The Goeckerman regimen
-- Patients with severe or disabling psoriasis may go to hospital or psoriasis treatment centres for concentrated treatment with UVB and topical coal tar. This is known as the Goeckerman regimen and usually takes at least three or four weeks of daily treatment.
Systemic treatments
In patients who do not respond to phototherapy or who cannot comply with the frequent phototherapy visits needed to achieve clearing, several systemic drugs are available. Systemic drugs affect the whole body.
Methotrexate
-- Methotrexate was initially developed as a treatment for cancer. It has also been used for many years in the treatment of psoriasis. It works by binding to an enzyme involved in the growth of cells and therefore slows down skin-cell growth in psoriasis. Because of its mechanism of action, methotrexate also affects normal cells, including foetal cells, bone marrow and sperm cells.
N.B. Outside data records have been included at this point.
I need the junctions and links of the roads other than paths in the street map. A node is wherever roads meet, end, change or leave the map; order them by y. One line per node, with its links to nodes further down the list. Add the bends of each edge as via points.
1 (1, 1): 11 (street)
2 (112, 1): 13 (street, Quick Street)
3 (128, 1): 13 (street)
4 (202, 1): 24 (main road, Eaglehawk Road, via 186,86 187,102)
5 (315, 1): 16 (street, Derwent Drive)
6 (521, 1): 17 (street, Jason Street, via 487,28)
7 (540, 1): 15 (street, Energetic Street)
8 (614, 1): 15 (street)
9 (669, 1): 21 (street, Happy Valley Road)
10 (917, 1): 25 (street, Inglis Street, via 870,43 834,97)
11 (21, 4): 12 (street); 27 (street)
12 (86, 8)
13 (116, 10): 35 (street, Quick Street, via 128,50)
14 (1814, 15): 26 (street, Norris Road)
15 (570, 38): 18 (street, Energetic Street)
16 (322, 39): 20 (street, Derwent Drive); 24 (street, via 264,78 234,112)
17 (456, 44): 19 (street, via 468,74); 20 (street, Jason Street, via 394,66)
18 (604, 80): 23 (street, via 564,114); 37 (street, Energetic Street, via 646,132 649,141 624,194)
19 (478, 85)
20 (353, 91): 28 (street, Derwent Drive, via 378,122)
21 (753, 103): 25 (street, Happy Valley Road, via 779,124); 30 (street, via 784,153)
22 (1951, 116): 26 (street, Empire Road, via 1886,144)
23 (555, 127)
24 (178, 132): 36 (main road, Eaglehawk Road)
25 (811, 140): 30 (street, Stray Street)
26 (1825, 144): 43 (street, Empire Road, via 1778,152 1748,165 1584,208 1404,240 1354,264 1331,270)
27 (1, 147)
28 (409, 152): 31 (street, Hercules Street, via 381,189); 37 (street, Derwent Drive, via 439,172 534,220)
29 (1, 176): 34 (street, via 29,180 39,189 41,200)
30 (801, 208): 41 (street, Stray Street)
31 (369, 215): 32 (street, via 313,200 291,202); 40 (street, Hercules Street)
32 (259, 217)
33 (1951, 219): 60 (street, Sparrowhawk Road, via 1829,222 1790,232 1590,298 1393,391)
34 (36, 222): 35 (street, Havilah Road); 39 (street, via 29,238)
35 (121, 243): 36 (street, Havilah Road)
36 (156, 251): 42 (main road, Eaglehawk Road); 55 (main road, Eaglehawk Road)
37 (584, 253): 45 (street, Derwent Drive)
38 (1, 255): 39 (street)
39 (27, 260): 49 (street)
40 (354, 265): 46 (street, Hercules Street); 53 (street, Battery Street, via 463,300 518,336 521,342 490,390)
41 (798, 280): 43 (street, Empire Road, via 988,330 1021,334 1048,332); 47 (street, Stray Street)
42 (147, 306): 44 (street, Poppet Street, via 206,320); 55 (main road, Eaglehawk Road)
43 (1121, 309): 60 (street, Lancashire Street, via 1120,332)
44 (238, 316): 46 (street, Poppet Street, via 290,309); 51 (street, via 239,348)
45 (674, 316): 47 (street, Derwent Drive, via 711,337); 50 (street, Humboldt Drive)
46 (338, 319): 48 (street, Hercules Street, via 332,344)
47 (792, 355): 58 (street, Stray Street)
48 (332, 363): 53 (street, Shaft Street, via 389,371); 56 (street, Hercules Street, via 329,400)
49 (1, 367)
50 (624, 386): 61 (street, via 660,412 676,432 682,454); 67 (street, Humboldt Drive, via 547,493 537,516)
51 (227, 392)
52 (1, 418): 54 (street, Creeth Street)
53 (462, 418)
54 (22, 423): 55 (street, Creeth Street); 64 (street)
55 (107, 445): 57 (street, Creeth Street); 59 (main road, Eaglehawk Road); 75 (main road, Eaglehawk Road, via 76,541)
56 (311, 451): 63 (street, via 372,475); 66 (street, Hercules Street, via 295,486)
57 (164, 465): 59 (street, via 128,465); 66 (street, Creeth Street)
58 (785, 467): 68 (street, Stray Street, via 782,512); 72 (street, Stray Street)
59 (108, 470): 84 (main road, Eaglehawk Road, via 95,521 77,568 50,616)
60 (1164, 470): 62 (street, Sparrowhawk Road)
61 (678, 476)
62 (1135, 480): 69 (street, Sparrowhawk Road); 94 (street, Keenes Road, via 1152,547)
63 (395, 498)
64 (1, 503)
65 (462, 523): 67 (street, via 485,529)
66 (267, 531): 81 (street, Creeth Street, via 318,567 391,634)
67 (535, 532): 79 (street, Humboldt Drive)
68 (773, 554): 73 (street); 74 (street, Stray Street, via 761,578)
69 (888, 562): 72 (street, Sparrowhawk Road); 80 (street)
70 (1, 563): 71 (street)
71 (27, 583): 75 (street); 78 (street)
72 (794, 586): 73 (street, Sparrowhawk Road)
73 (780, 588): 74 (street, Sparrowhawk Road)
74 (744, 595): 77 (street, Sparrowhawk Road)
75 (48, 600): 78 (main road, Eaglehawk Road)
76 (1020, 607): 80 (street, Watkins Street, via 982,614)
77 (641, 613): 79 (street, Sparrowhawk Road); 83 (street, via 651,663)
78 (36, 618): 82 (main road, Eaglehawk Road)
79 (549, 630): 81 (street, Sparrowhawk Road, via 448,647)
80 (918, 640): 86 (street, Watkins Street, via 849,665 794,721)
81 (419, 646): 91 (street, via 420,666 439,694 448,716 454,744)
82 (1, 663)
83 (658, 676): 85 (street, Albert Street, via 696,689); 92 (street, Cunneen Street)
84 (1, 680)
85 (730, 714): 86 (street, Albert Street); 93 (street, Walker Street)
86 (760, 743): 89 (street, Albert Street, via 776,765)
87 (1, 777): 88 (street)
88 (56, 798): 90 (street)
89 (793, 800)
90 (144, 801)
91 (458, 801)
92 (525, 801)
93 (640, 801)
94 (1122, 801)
-- One of the big disadvantages of methotrexate is that its long-term use has been associated with liver damage and in many countries guidelines call for routine liver biopsies in patients taking long-term methotrexate.2
-- In a recent study , it was shown that 48% of patients were not able to stay on treatment after one year.
Cyclosporin
-- Cyclosporin appears to slow down the rate of skin growth by inhibiting the immune system (the immune system plays a critical role in the development of psoriasis).
-- Cyclosporin has been used for the treatment of psoriasis for more than a decade. However, its long-term use is associated with nephrotoxicity (kidney damage)2 and the American Academy of Dermatology (AAD) guidelines stipulate a maximum use of one year.
Oral retinoids
-- Oral retinoids are related to vitamin A. They affect how cells regulate their behaviour, including how quickly they grow and shed from the skin's surface. Retinoids are only moderately effective as monotherapy and are associated with numerous side effects such as hair loss and thinning of the nails.
-- When used in combination with UVB phototherapy or PUVA, low doses of the retinoid acitretin are very effective, allowing substantial clearing with fewer phototherapy visits and fewer side effects.2
-- Retinoids have been associated with birth defects, so they cannot be given to women who could potentially become pregnant. Retinoids treatment has to have been stopped for three year before a woman can become pregnant
References
1 van de Kerkhof PC. Therapeutic strategies: rotational therapy and combinations. Clin Exp Dermatol 2001; 26:356 -361.
2 Lebwohl M. Psoriasis. Lancet 2003;361:1197-1204.
3 Larko O. Treatment of psoriasis with a new UVB-lamp. Acta Dermatol Venereol 1989;69:357-359.
4 Heyendael V.M.R, et al. Methotrexate versus Cyclosporine in Moderate-to-Severe Chronic Plaque Psoriasis. New England Journal of Medicine 2003;349:658-65.